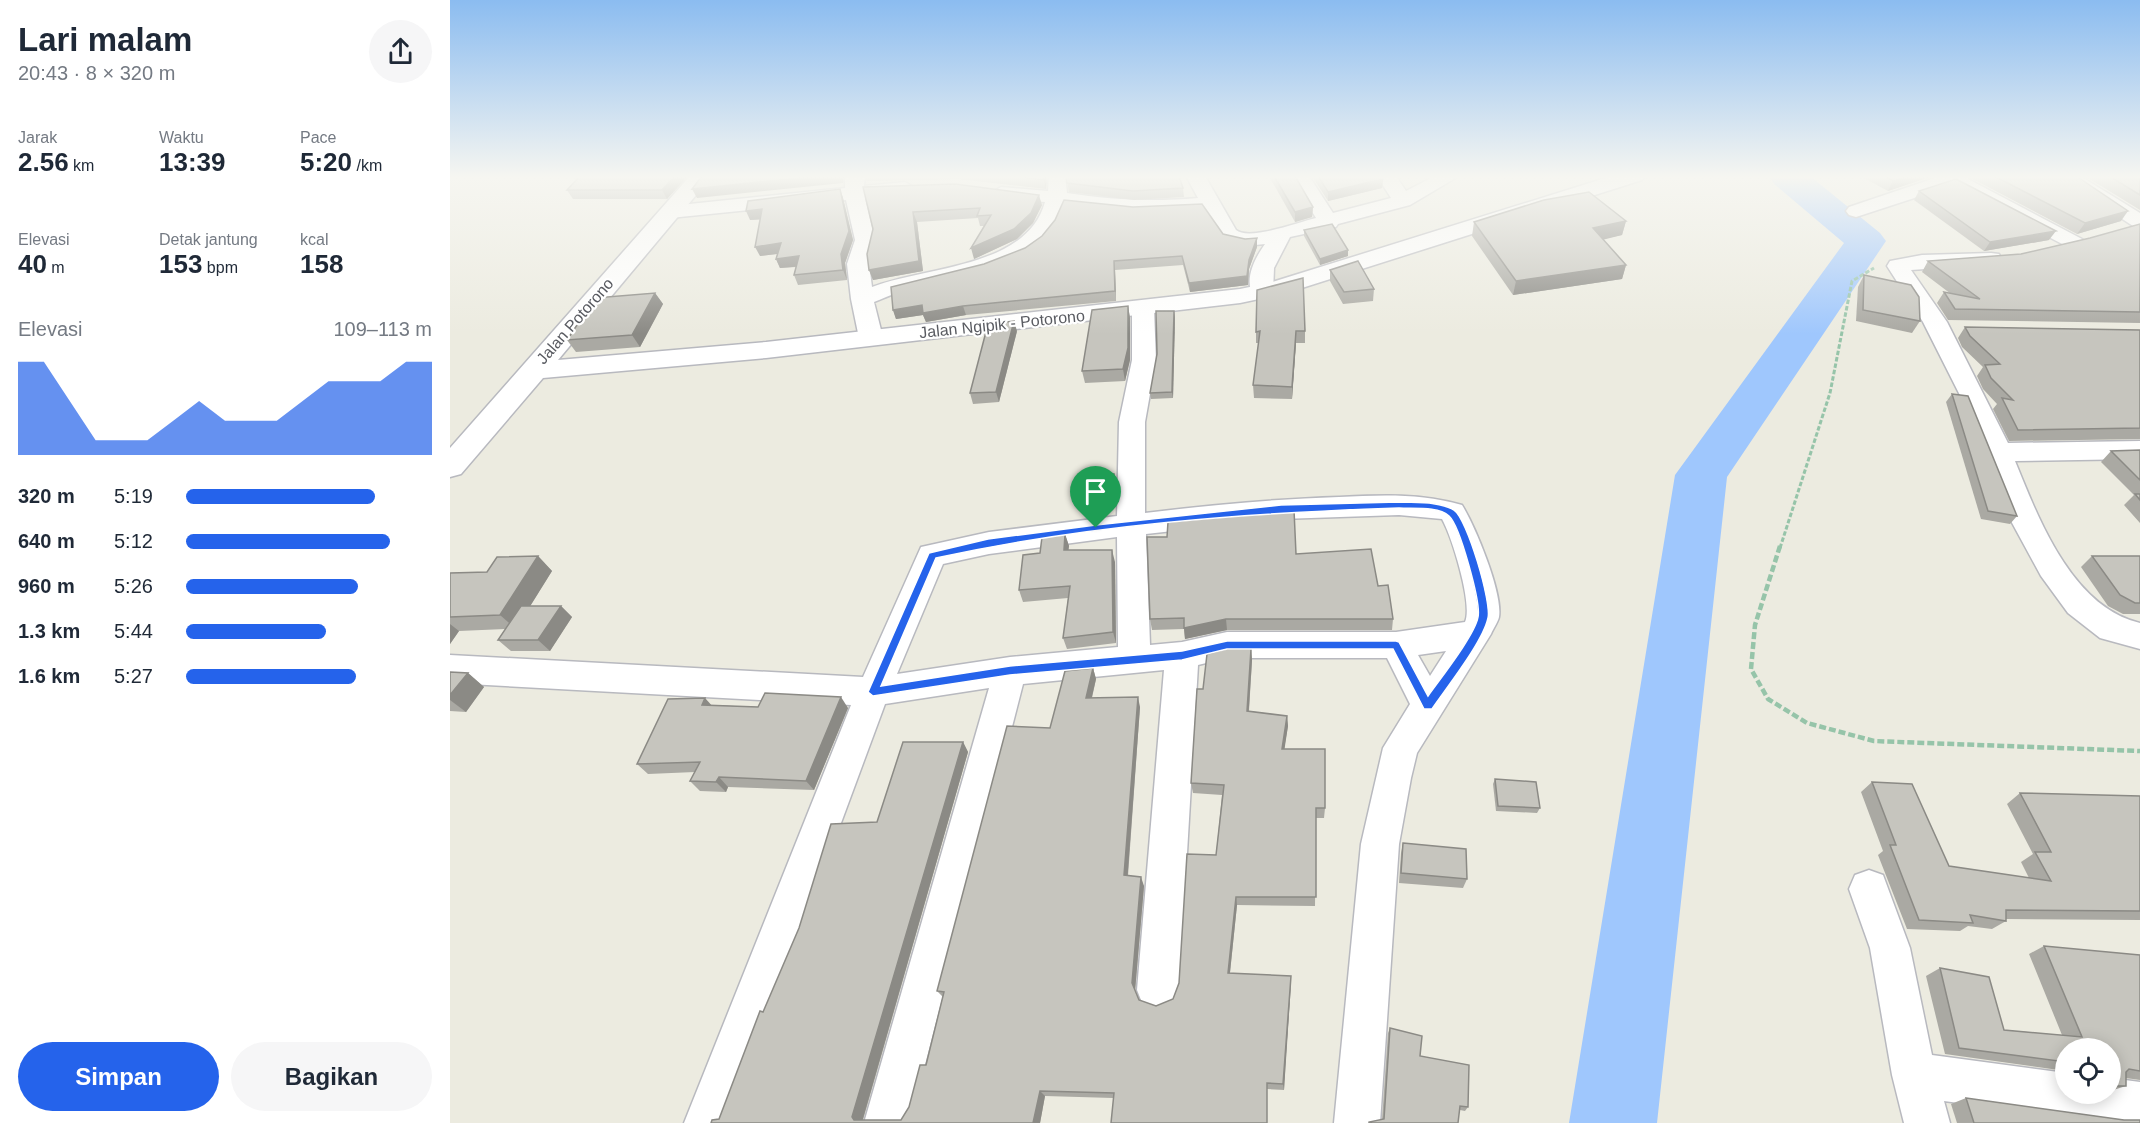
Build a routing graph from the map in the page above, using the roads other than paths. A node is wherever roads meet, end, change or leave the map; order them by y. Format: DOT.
graph roads {
  1 [pos="656,228"];
  2 [pos="863,228"];
  3 [pos="1046,228"];
  4 [pos="1225,228"];
  5 [pos="1306,228"];
  6 [pos="1466,228"];
  7 [pos="2050,228"];
  8 [pos="2125,228"];
  9 [pos="2118,231"];
  10 [pos="1282,234"];
  11 [pos="2097,237"];
  12 [pos="2076,243"];
  13 [pos="2048,250"];
  14 [pos="2016,256"];
  15 [pos="1262,292"];
  16 [pos="862,298"];
  17 [pos="1143,309"];
  18 [pos="871,339"];
  19 [pos="533,370"];
  20 [pos="2140,450"];
  21 [pos="1997,452"];
  22 [pos="450,467"];
  23 [pos="1131,525"];
  24 [pos="1475,634"];
  25 [pos="2140,636"];
  26 [pos="1396,645"];
  27 [pos="1182,655"];
  28 [pos="1134,659"];
  29 [pos="450,669"];
  30 [pos="1010,671"];
  31 [pos="873,692"];
  32 [pos="1428,705"];
  33 [pos="1869,889"];
  34 [pos="1158,990"];
  35 [pos="1914,1075"];
  36 [pos="2140,1105"];
  37 [pos="707,1123"];
  38 [pos="887,1123"];
  39 [pos="1357,1123"];
  40 [pos="1927,1123"];
  1 -- 19 [label="street, Jalan Potorono"];
  2 -- 16 [label="street"];
  3 -- 16 [label="street"];
  4 -- 10 [label="street"];
  5 -- 10 [label="street"];
  6 -- 15 [label="street, Jalan Ngipik - Potorono"];
  7 -- 12 [label="street"];
  8 -- 9 [label="street"];
  10 -- 15 [label="street"];
  11 -- 12 [label="street"];
  12 -- 13 [label="street"];
  14 -- 21 [label="street"];
  15 -- 17 [label="street, Jalan Ngipik - Potorono"];
  16 -- 18 [label="street"];
  17 -- 18 [label="street, Jalan Ngipik - Potorono"];
  17 -- 23 [label="street"];
  18 -- 19 [label="street, Jalan Ngipik - Potorono"];
  19 -- 22 [label="street, Jalan Potorono"];
  20 -- 21 [label="street"];
  21 -- 25 [label="street"];
  23 -- 24 [label="street"];
  23 -- 28 [label="street"];
  23 -- 31 [label="street"];
  24 -- 26 [label="street"];
  24 -- 32 [label="street"];
  26 -- 27 [label="street"];
  26 -- 32 [label="street"];
  27 -- 28 [label="street"];
  27 -- 34 [label="street"];
  28 -- 30 [label="street"];
  29 -- 31 [label="street"];
  30 -- 31 [label="street"];
  30 -- 38 [label="street"];
  31 -- 37 [label="street"];
  32 -- 39 [label="street"];
  33 -- 35 [label="street"];
  35 -- 36 [label="street"];
  35 -- 40 [label="street"];
}
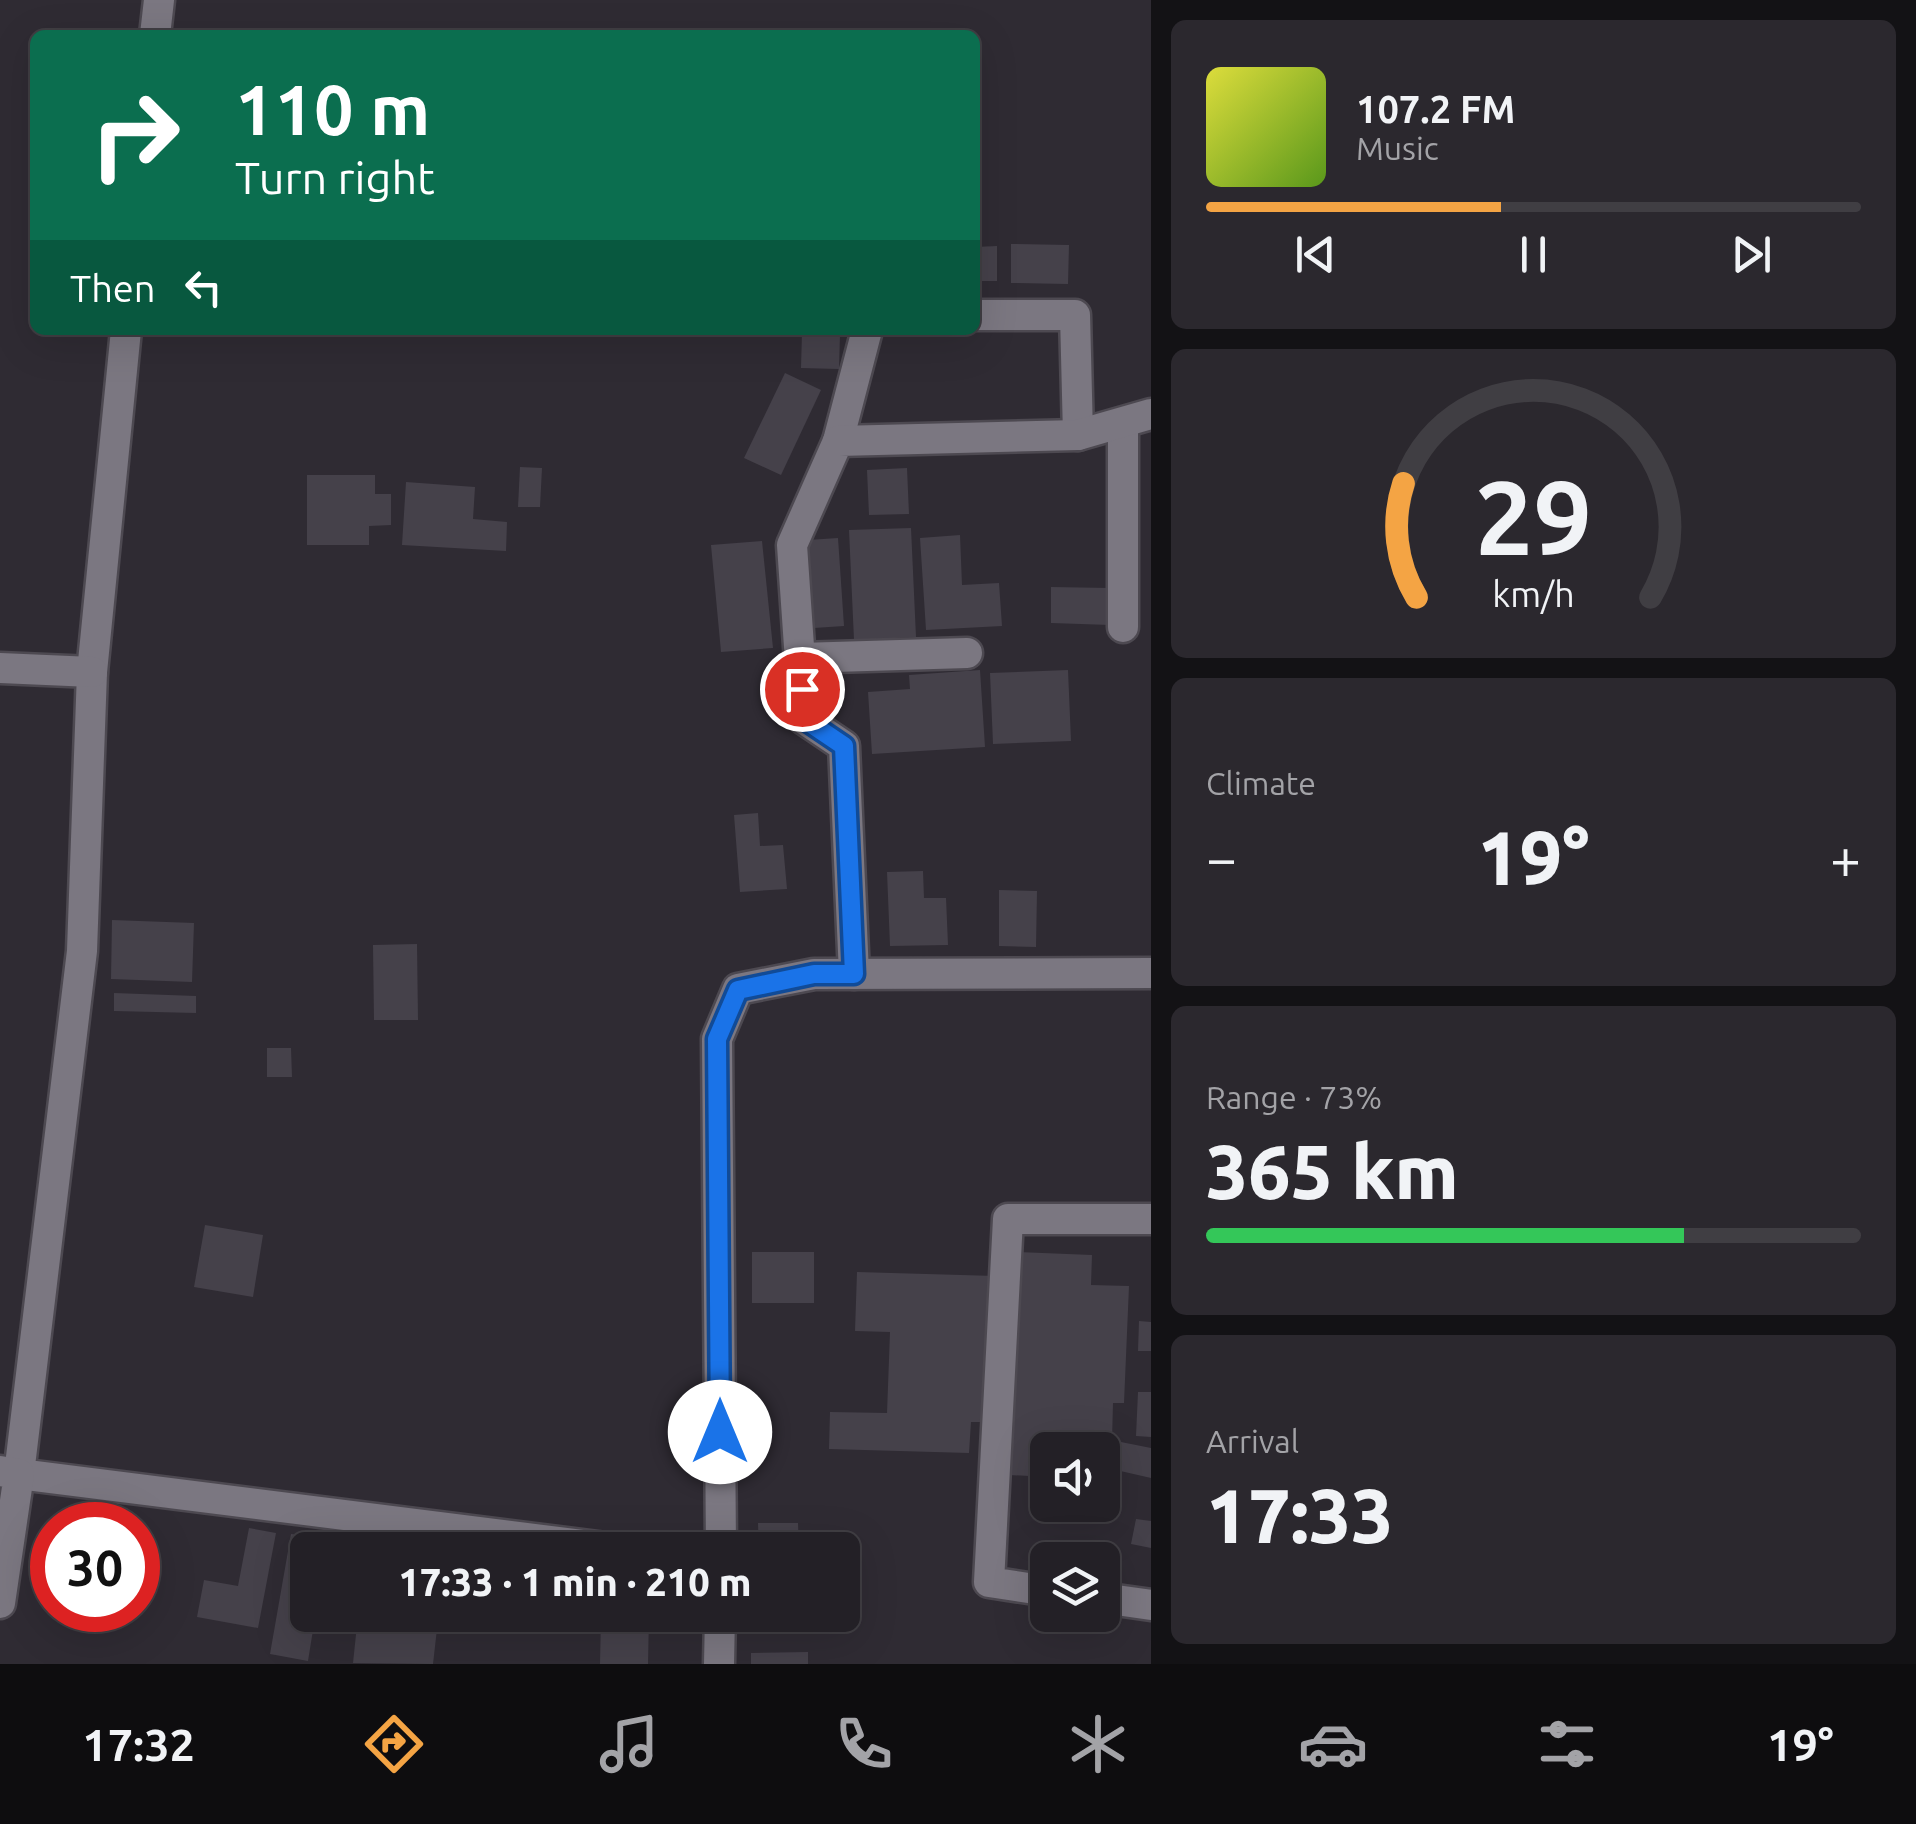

--

### What is being asked
Check each line of the records above for the string "Ngipik", and report every line that has it.

### Task response
  6 -- 15 [label="street, Jalan Ngipik - Potorono"];
  15 -- 17 [label="street, Jalan Ngipik - Potorono"];
  17 -- 18 [label="street, Jalan Ngipik - Potorono"];
  18 -- 19 [label="street, Jalan Ngipik - Potorono"];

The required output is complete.